Thermodynamics and kinetics of the isotopic equilibration of nitrogen gas (N2) in water: Implications for biological N2 fixation experiments

Abstract

Better characterization of biological N₂ fixation along with its controlling factors is needed for improved projections of the feedbacks between nitrogen cycling, ecosystems productivity, and climate dynamics. Building on an ongoing community effort to refine estimates of biological N₂ fixation, we outline several considerations aimed at improving ¹⁵N₂ incubation measurements. We first show based on a theoretical analysis that the bias associated with equilibrium isotopic fractionation is within the uncertainty of ¹⁵N₂ incubation experiments, even under conditions with a large headspace to aqueous ratio, such as in soil or sediment incubations.

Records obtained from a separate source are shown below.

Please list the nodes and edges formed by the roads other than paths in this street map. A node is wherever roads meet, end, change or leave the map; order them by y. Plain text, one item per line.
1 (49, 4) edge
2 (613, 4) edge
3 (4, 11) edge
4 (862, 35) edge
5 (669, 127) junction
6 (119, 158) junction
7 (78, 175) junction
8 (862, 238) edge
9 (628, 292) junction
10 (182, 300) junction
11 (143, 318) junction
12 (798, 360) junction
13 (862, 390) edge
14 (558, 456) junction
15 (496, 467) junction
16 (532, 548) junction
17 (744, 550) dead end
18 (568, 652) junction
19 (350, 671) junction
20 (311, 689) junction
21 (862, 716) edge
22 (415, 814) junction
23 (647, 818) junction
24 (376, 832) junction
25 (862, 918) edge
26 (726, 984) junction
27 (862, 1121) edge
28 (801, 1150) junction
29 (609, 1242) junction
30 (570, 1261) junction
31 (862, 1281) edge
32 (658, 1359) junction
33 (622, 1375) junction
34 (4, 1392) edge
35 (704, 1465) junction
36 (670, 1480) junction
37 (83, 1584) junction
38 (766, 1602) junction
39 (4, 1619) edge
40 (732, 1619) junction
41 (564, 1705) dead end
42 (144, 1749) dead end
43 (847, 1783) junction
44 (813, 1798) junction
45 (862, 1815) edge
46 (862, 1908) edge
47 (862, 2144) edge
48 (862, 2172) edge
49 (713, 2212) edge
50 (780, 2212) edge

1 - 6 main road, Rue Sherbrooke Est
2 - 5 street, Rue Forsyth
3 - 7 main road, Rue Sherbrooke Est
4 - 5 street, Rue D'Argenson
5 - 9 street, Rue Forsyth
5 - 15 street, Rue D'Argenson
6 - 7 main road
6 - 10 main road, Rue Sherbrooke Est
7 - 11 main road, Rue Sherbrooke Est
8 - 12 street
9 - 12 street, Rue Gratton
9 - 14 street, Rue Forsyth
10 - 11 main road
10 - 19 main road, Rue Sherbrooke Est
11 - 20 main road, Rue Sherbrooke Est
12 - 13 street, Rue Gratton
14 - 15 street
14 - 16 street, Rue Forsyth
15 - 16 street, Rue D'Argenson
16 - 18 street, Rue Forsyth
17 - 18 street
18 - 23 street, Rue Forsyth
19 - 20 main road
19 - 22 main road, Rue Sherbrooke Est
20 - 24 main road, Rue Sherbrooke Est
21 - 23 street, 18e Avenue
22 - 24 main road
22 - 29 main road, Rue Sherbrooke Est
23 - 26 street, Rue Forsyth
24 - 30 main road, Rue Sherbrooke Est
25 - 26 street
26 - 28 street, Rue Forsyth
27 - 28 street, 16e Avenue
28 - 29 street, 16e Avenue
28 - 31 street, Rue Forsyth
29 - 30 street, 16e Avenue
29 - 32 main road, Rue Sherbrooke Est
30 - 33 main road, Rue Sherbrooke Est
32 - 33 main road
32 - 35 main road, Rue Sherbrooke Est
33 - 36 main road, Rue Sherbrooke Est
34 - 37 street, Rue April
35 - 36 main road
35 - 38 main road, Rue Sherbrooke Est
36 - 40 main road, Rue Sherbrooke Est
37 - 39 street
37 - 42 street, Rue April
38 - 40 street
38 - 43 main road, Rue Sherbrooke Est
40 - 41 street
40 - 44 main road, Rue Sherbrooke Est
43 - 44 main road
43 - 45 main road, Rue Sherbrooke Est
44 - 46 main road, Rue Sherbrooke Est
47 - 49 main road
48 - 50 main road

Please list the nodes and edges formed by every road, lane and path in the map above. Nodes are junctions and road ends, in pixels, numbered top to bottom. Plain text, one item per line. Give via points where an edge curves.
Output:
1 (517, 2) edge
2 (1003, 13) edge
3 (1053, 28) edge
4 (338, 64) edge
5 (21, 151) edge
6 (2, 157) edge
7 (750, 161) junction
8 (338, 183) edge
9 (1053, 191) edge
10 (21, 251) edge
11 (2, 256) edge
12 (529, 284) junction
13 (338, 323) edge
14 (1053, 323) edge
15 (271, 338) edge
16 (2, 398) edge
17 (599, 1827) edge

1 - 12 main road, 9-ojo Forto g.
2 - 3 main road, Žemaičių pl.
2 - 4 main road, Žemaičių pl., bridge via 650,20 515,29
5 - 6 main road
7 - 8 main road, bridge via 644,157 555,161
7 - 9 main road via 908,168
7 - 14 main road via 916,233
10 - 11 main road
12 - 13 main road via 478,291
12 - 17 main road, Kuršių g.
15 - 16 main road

Second, we empirically determine the effects of temperature and agitation on the equilibration kinetics. Shaking intensity seems to be a dominant control on the kinetics of equilibration. Our results show that nearly complete equilibration of dissolved ¹⁵N₂ is achieved within 4 min of vigorous shaking at 20°C at atmospheric pressure, but significantly slower at lower temperatures. The equations presented in our study are adaptable to varying ¹⁵N₂ incubation conditions and other trace gas isotope addition experiments.